Directions for this task =>
The expected answer is all of the entries, written out exactly.

== Segment start ==

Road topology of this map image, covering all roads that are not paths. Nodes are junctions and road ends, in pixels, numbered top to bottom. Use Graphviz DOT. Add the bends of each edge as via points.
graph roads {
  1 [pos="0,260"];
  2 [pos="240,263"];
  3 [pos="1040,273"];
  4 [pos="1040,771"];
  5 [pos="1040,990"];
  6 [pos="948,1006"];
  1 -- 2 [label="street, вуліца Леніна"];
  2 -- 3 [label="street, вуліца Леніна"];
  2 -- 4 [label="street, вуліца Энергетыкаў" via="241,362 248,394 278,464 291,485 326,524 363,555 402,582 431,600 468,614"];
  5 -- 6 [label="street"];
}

== Segment end ==

Result =>
Road topology of this map image, covering all roads that are not paths. Nodes are junctions and road ends, in pixels, numbered top to bottom. Use Graphviz DOT. Add the bends of each edge as via points.
graph roads {
  1 [pos="0,260"];
  2 [pos="240,263"];
  3 [pos="1040,273"];
  4 [pos="1040,771"];
  5 [pos="1040,990"];
  6 [pos="948,1006"];
  1 -- 2 [label="street, вуліца Леніна"];
  2 -- 3 [label="street, вуліца Леніна"];
  2 -- 4 [label="street, вуліца Энергетыкаў" via="241,362 248,394 278,464 291,485 326,524 363,555 402,582 431,600 468,614"];
  5 -- 6 [label="street"];
}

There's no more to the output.